Pesonamu memikat banyak kumbang … namun kau tidak membiarkan mereka lolos
begitu saja dari semak durimu.
Tidak sedikit orang yang iri padamu,
menganggap kau memagari tubuhmu dengan duri-duri karena kau begitu sombong akan
kecantikanmu. Mereka tidak tahu kalau di balik duri-durimu itu bukanlah
kecantikanmu yang kau lindungi, melainkan aku. Aku yang rapuh serupa daun kering
… namun kau perlakukan seperti permata yang paling berharga.

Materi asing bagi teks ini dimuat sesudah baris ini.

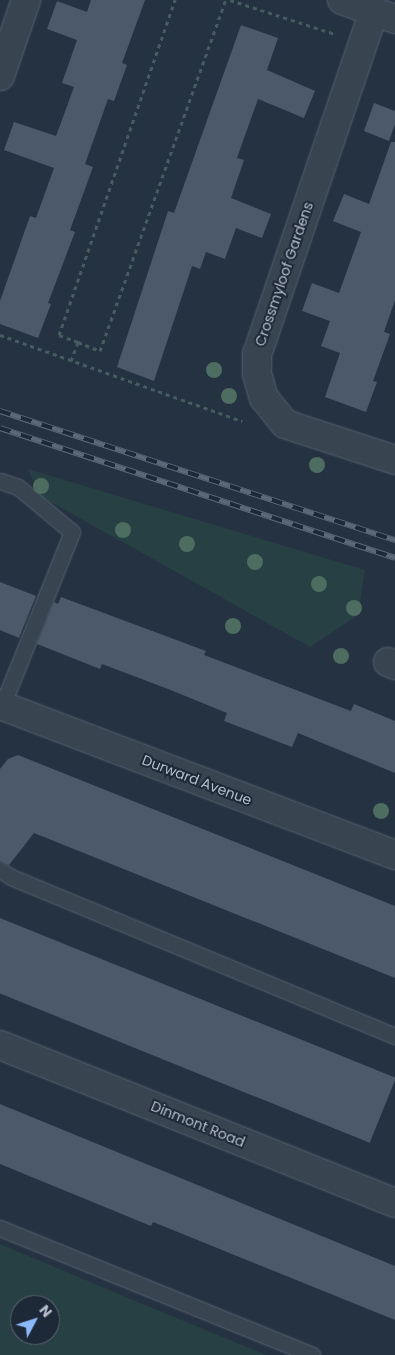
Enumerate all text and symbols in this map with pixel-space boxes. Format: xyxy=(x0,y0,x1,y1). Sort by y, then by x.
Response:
street label: Crossmyloof Gardens xyxy=(251,200,317,348)
street label: Durward Avenue xyxy=(140,751,254,809)
street label: Dinmont Road xyxy=(149,1098,247,1150)
north arrow xyxy=(10,1295,60,1345)
text: N xyxy=(35,1301,57,1321)

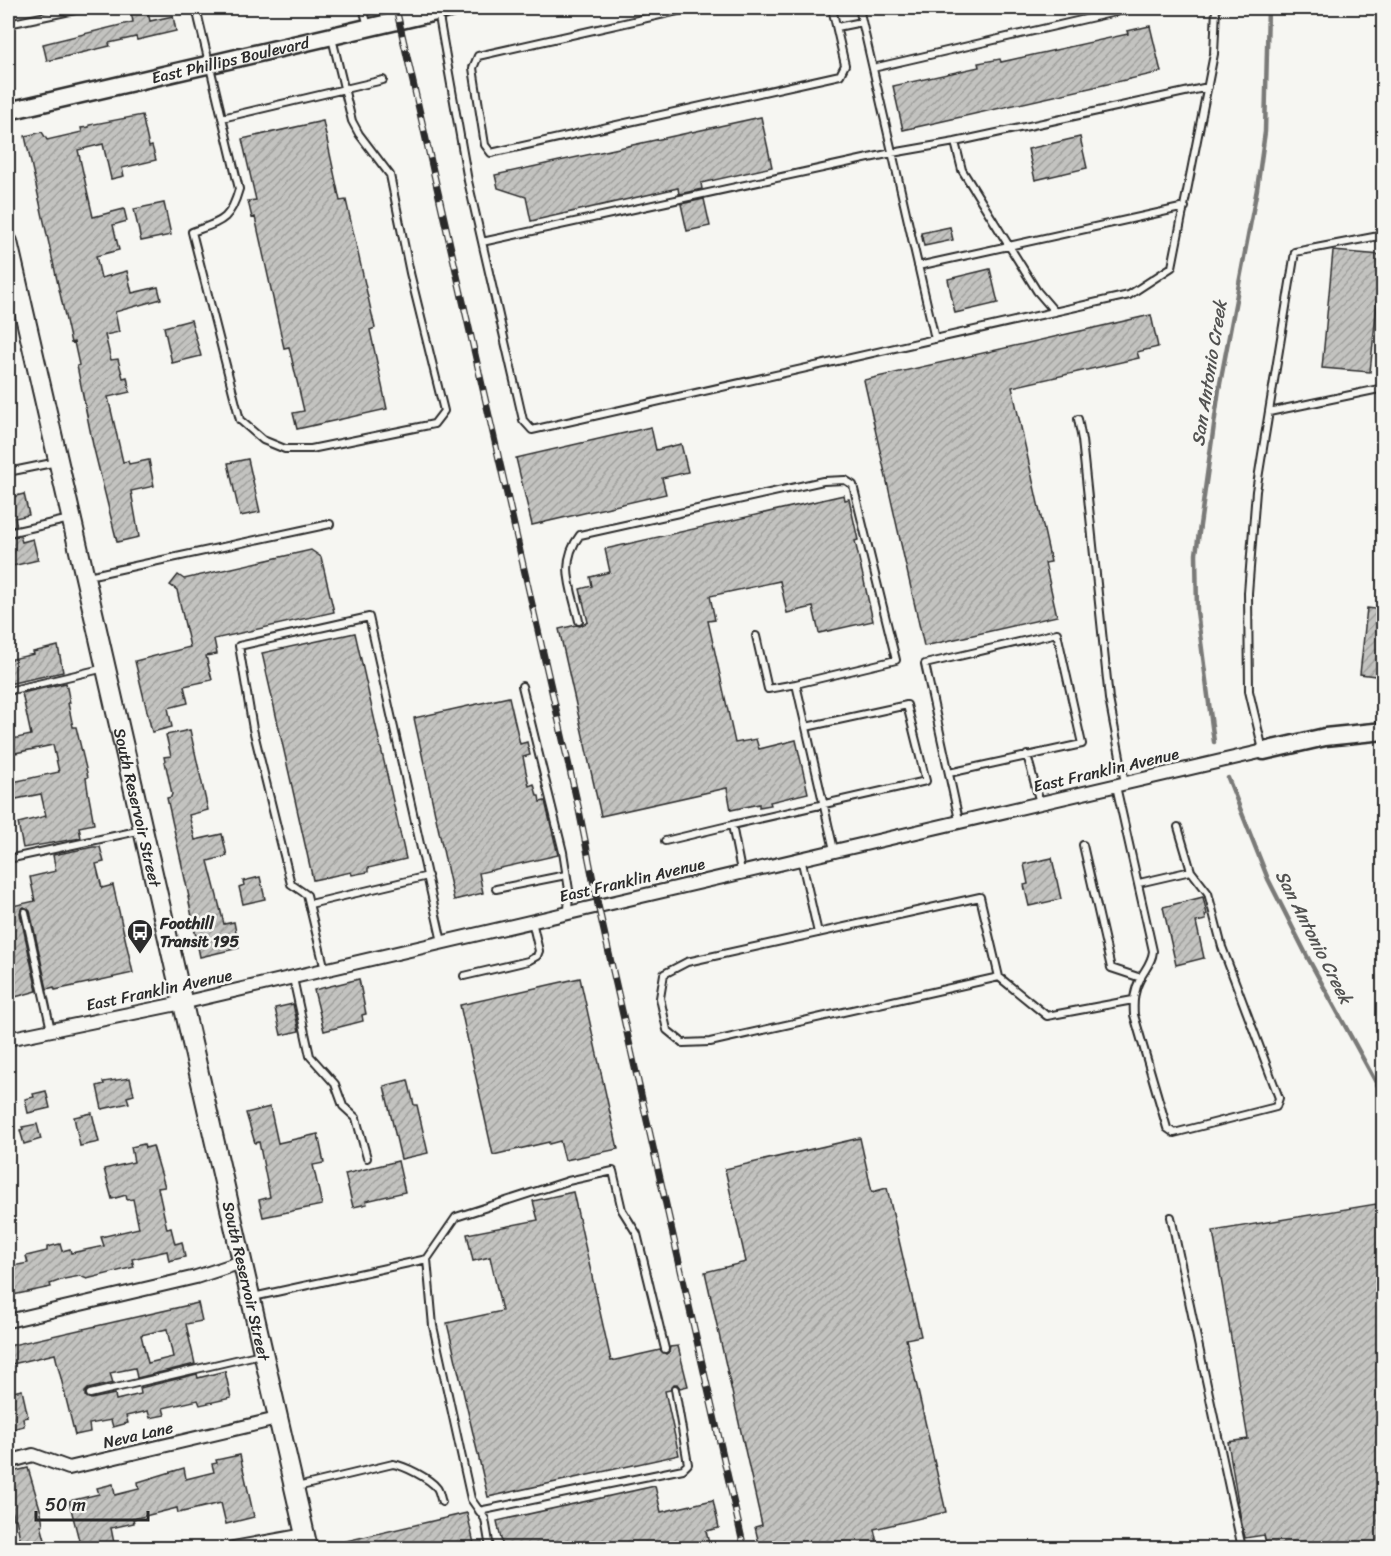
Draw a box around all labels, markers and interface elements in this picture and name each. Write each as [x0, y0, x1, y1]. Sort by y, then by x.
street label: East Phillips Boulevard [148, 27, 313, 92]
water label: San Antonio Creek [1182, 296, 1237, 448]
street label: South Reservoir Street [106, 725, 170, 890]
street label: East Franklin Avenue [1030, 739, 1182, 801]
street label: East Franklin Avenue [556, 849, 708, 911]
water label: San Antonio Creek [1266, 864, 1362, 1011]
place label: Foothill Transit 195 [159, 909, 239, 956]
bus stop icon: Foothill Transit 195 [125, 917, 155, 955]
street label: East Franklin Avenue [83, 960, 235, 1020]
street label: South Reservoir Street [214, 1199, 279, 1364]
street label: Neva Lane [100, 1413, 176, 1457]
scale bar [36, 1484, 148, 1522]
text: 50 m [45, 1489, 86, 1521]

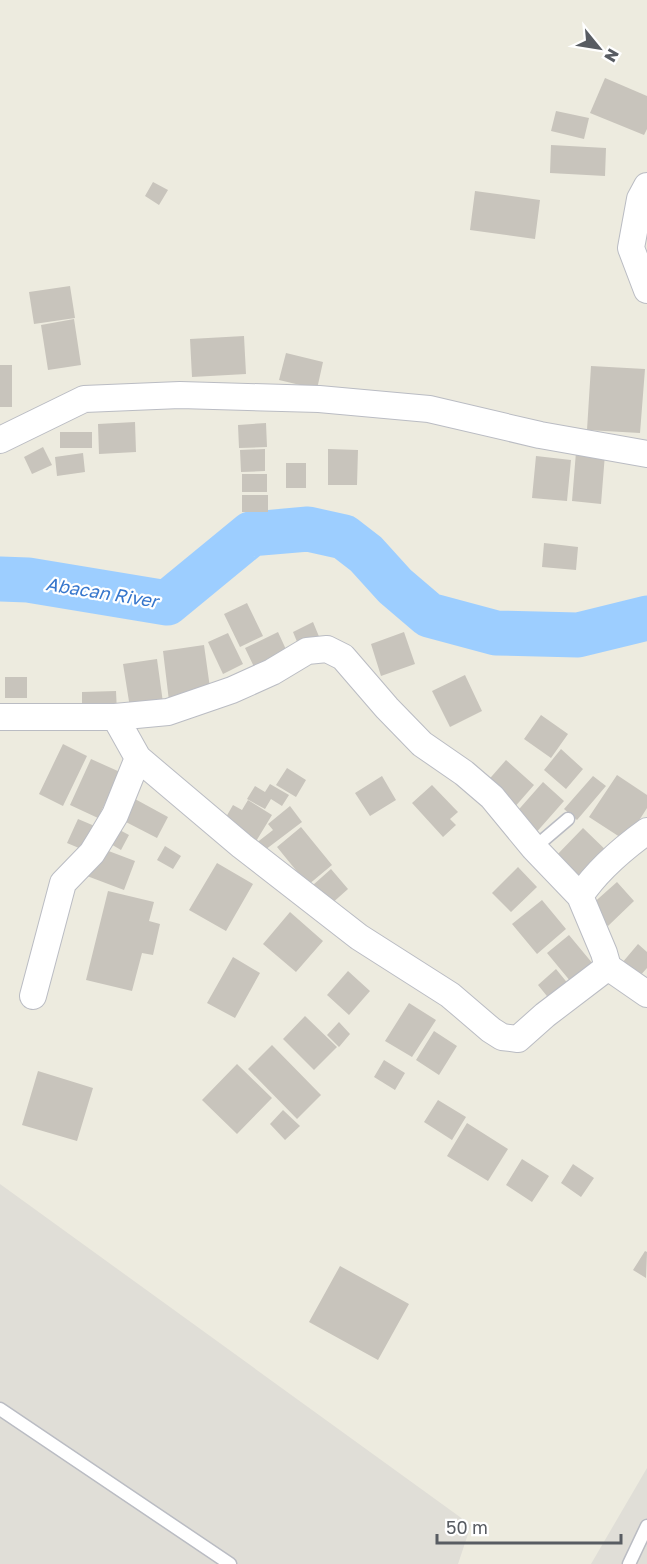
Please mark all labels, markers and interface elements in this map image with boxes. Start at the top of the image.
north arrow [569,18,629,78]
text: N [600,45,624,66]
water label: Abacan River [44,572,163,612]
scale bar [437,1507,622,1545]
text: 50 m [446,1516,488,1538]

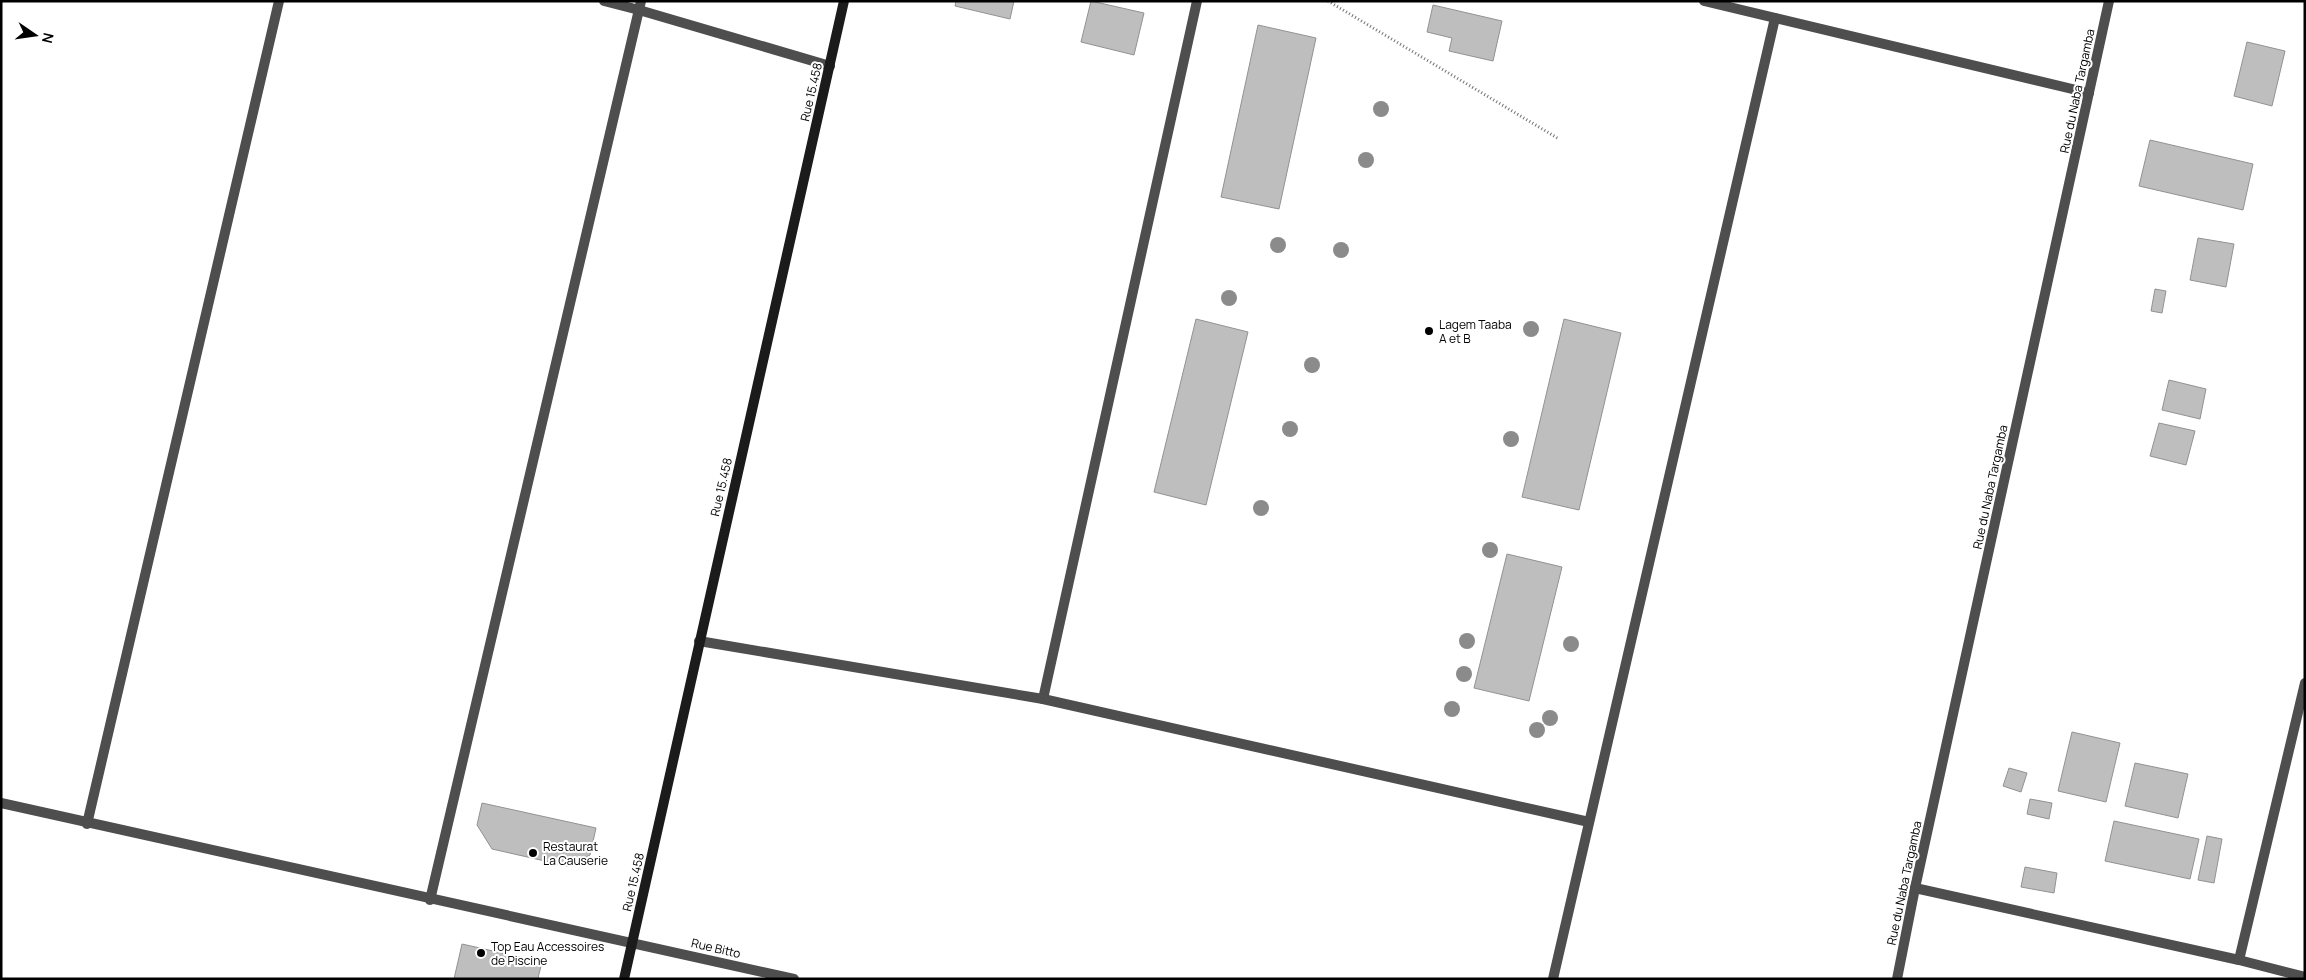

Itulah nama yang kau pilih untukku,
Permata. Hampir semua orang tertawa mengejek saat tahu itu namaku. Nama itu
tidak layak untuk seorang anak kurus kerempeng, berkulit cokelat kelam dan
rutin sebulan sekali berobat ke puskesmas. Hanya di sampingmu aku merasa cantik
dan berharga.
“Tersenyumlah, Permata …” itu yang
selalu kau ucapkan setiap pagi. “Senyum adalah kunci keindahan seorang wanita.”
Kenapa kini kau begitu murung,
Jelita? Tersenyumlah.
Aku baru menyadari secarik kertas
yang ada di pangkuannya. Sebuah poster yang warnanya mulai pudar, tapi masih
bisa kukenali tulisan dan gambarnya. Hatiku semakin miris …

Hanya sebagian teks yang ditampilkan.